I was a nurse (retired now). I was working in a hospital and had a patient being treated for. . . I don't remember what. But he was also diabetic. Every evening his blood glucose level would go above 500 even though he was using diabetes medication and was on the hospital's "Carb Control Diet". We couldn't figure out what was going on until one evening we caught his friend sneaking a large chocolate milkshake in to his room.
I was a nurse (retired now). I was working in an emergency department when a couple (teen boy and girl) came in. The story was that they didn't have a condom available, so they decided to use aluminum foil. They each had about a dozen very painful lacerations.
The poll at the end of this article made me think about how different my life is now because I qualify for insurance that pays for everything. For instance, I've had kidney stones a few times. One time I was in the parking lot of the hospital crying in so much pain but decided not to go in because I couldn't afford the deductible. Later, with this insurance, I was able to go in and get tests and medications that I needed. It was a wonderful change. I'm sometimes still in disbelief that I can make an appointment to go in and get things attended to without worrying if I'll be able to make my rent that month.

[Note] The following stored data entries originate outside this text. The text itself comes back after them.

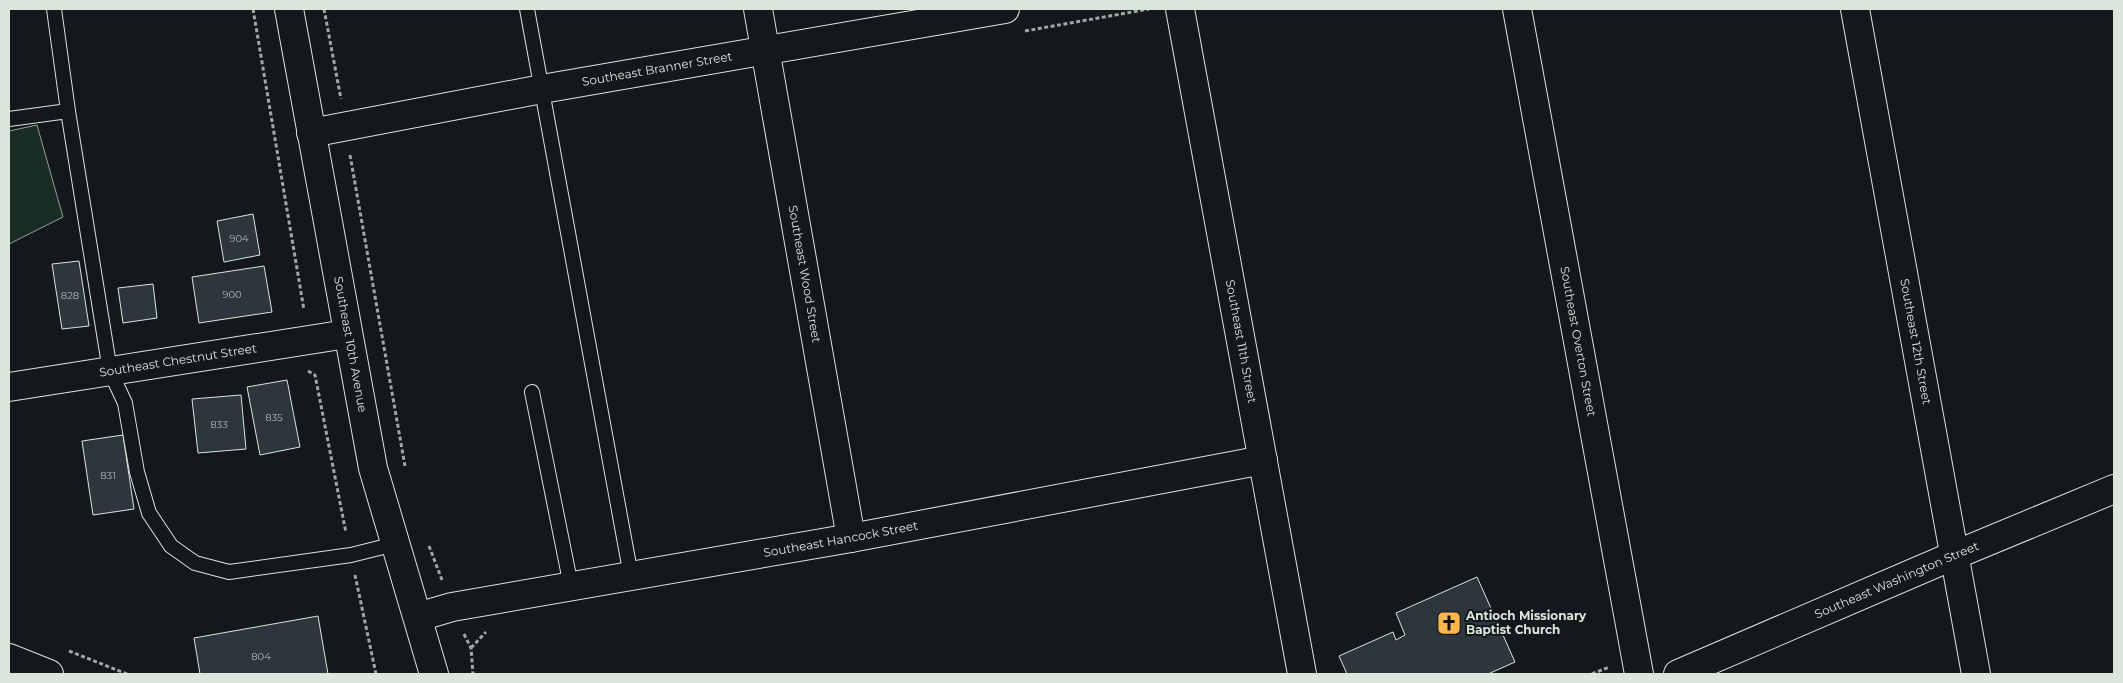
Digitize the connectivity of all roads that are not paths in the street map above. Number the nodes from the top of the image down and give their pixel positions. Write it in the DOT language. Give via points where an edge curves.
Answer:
graph roads {
  1 [pos="54,9"];
  2 [pos="289,9"];
  3 [pos="527,9"];
  4 [pos="758,9"];
  5 [pos="1004,9"];
  6 [pos="1180,9"];
  7 [pos="1517,9"];
  8 [pos="1855,9"];
  9 [pos="766,50"];
  10 [pos="542,90"];
  11 [pos="68,111"];
  12 [pos="9,119"];
  13 [pos="311,133"];
  14 [pos="347,334"];
  15 [pos="110,371"];
  16 [pos="9,387"];
  17 [pos="532,392"];
  18 [pos="1263,460"];
  19 [pos="2114,489"];
  20 [pos="850,538"];
  21 [pos="395,544"];
  22 [pos="1955,555"];
  23 [pos="631,576"];
  24 [pos="571,586"];
  25 [pos="418,617"];
  26 [pos="9,658"];
  27 [pos="1626,670"];
  28 [pos="49,674"];
  29 [pos="434,674"];
  30 [pos="1302,674"];
  31 [pos="1678,674"];
  32 [pos="1976,674"];
  1 -- 11 [label="lane"];
  2 -- 13 [label="street, Southeast 10th Avenue"];
  3 -- 10 [label="lane"];
  4 -- 9 [label="street, Southeast Wood Street"];
  5 -- 9 [label="street, Southeast Branner Street"];
  6 -- 18 [label="street, Southeast 11th Street"];
  7 -- 27 [label="street, Southeast Overton Street"];
  8 -- 22 [label="street, Southeast 12th Street"];
  9 -- 10 [label="street, Southeast Branner Street"];
  9 -- 20 [label="street, Southeast Wood Street"];
  10 -- 13 [label="street, Southeast Branner Street"];
  10 -- 23 [label="lane"];
  11 -- 12 [label="lane"];
  11 -- 15 [label="lane"];
  13 -- 14 [label="street, Southeast 10th Avenue"];
  14 -- 15 [label="street, Southeast Chestnut Street"];
  14 -- 21 [label="street, Southeast 10th Avenue" via="373,468"];
  15 -- 16 [label="street, Southeast Chestnut Street"];
  15 -- 21 [label="lane" via="125,403 137,472 150,513 171,546 195,563 228,572 351,555"];
  17 -- 24 [label="lane"];
  18 -- 20 [label="street, Southeast Hancock Street"];
  18 -- 30 [label="street, Southeast 11th Street"];
  19 -- 22 [label="street, Southeast Washington Street"];
  20 -- 23 [label="street, Southeast Hancock Street"];
  21 -- 25 [label="street, Southeast 10th Avenue"];
  22 -- 31 [label="street, Southeast Washington Street"];
  22 -- 32 [label="street, Southeast 12th Street"];
  23 -- 24 [label="street, Southeast Hancock Street"];
  24 -- 25 [label="street, Southeast Hancock Street"];
  25 -- 29 [label="street, Southeast 10th Avenue"];
  26 -- 28 [label="street"];
}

I met a flat earther in the wild today..who tried to convince me the carnivore diet was healthy. It was entertaining but difficult listening..
How about a stupid doctor story? I was working as a nurse in a hospital that had resident doctors (three years of guided experience after medical school). I had a patient who suddenly developed nausea and then started vomiting. I called the on-call phone number and talked to a 2nd or 3rd year resident (don't remember which year). I explained what was happening - with the sound of my patient vomiting very loudly right behind me. The resident ordered Zofran. That was expected, but the resident ordered the oral form of the drüg rather than the usual intramuscular injection. So I asked for it to be changed to injection. The resident asked me why I wanted it changed, and I responded “Well, I just told you my patient is actively vomiting.”